The Smiling Moose | Food | Pittsburgh | Pittsburgh City Paper

The Smiling Moose

The Carson Street nightclub now offers a top-notch sandwich and salad menu

Grilled shrimp skewers
Grilled shrimp skewers

We expect chefs to focus on haute cuisine. But we also suspect they have to apply their skills to their daily meals, demonstrating — if only to family and friends — that it is possible to turn a late-night turkey sandwich into something wow. At The Smiling Moose, chef Christopher "Lock" Cook, an alumnus of the South Side's Cafe du Jour, brings this knack for making ordinary food extraordinary out into the open. 

In every respect but its menu, The Smiling Moose is a bare-bones bar. A meal there has an ambience similar to that of hanging out in a college apartment — if its inhabitants harbored fascinations with such '80s movies as Evil Dead and Back to the Future. (And did we mention that The Smiling Moose is Carson Street's home for Scandinavian death metal? That's some of the eclectic entertainment that can be enjoyed there in the later hours of the evening.)

Cook's approach is to bring creativity, quality preparation and a knack for well-selected ingredients to the burgers, sandwiches and appetizers that dominate a standard bar menu. But we're not talking about dandified pub grub, or even better-than-average fried and cheese-slathered fare designed to soak up shots and beer. The food at The Smiling Moose is, quite simply, some of the best food we've ever eaten between two pieces of bread. 

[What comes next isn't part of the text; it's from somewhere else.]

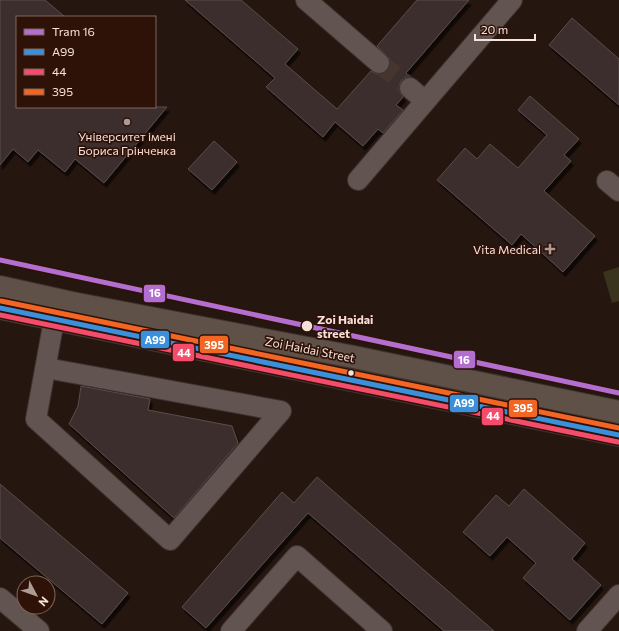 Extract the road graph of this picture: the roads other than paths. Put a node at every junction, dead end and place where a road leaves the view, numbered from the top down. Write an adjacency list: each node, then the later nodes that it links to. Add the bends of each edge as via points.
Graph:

Actually, even that description doesn't do it justice, because The Moose's excellence is not limited to its sandwiches. No ingredient was left unexamined in our appetizers, either. Each appetizer was served alongside a small bed of mixed greens. But rather than treat these small salads as mere garnish, The Moose dresses them perfectly, subtly and freshly. 

What's more, the salad served with our grilled-shrimp skewers was different from the one on the plate with corn-and-black-bean fritters. The shrimp skewers were served atop smoked peppers that were extraordinary for their subtle, yet completely effective, smokiness; their almost juicy texture hovered between crisp and softly roasted. The shrimp themselves were even more outstanding, practically popping between our teeth with juicy meatiness. We would happily have eaten them straight off the skewer, but were unable to resist dipping them in the tartly creamy lime-cilantro aioli. Like all the dressings and condiments we tried, it relied on bold flavor, not sugar and fat, to please the palate.

The fritters were fluffy and flavorful within and agreeably crispy outside, with a roasted red-pepper mayo dip that suited them equally well. Sandwiches, meanwhile, were not served with fries  — which, at this point, have to really soar to stand out, whether waffled, sweet potato or truffled. Instead, sandwiches came with a surprisingly sophisticated pasta salad, complete with grated Parmesan, peas, scallions and sunflower seeds. If the pasta could have been a touch less chewy, that's a quibble with a side so much more interesting (not to mention nutritious) than fried potatoes. 

Arguably, sliders are a bit played out. The Moose, however, presents a compelling argument for keeping them on menus because, when done this well, they provide all sorts of flavor and savor without demanding a great commitment. The sliders' small serving size enabled us to increase our sandwich count without spoiling our appetites for the full-size plates to come. 

The pastrami slider was a unique exploration of the Reuben, lightly touching on the original with kraut and cheese toppings, but amping up the flavors with horseradish mayo, pepper jack instead of Swiss, and truly outstanding grilled peppers. We wished only for a bit more horseradish kick. The Chinese five-spice burger passed the crucial slider test with flying colors: The tiny patties themselves were moist and tender, rather than the hardened pucks that make most sliders so disappointing. The spice powder, most often paired with poultry and pork, put an interesting spin on the beef; finely sliced red cabbage provided crunch and sweet chili mayo reinforced the meaty-sweet profile.

Habañero peppers have a reputation for heat that leaves jalapeños in the dust, forcing most kitchens — The Moose's included — to tackle them with subtlety. They're too punishing to simply slice and throw atop a burger, so The Moose offers its burger dressed with habañero aioli, whose creaminess simultaneously tames the pepper's ferocious heat while preserving its faint fruitiness. Chef Cook rounded out the burger with more heat in the form of melted pepper-jack cheese and a hint of sweetness with a grilled cherry pepper. Crisp chick-pea falafel with mixed greens and tomato-cilantro yogurt was satisfying and savory.

Everything we ordered at The Smiling Moose showed evidence of attention to detail rivaling much more upscale establishments. If making sandwiches is an art, The Smiling Moose is a gallery.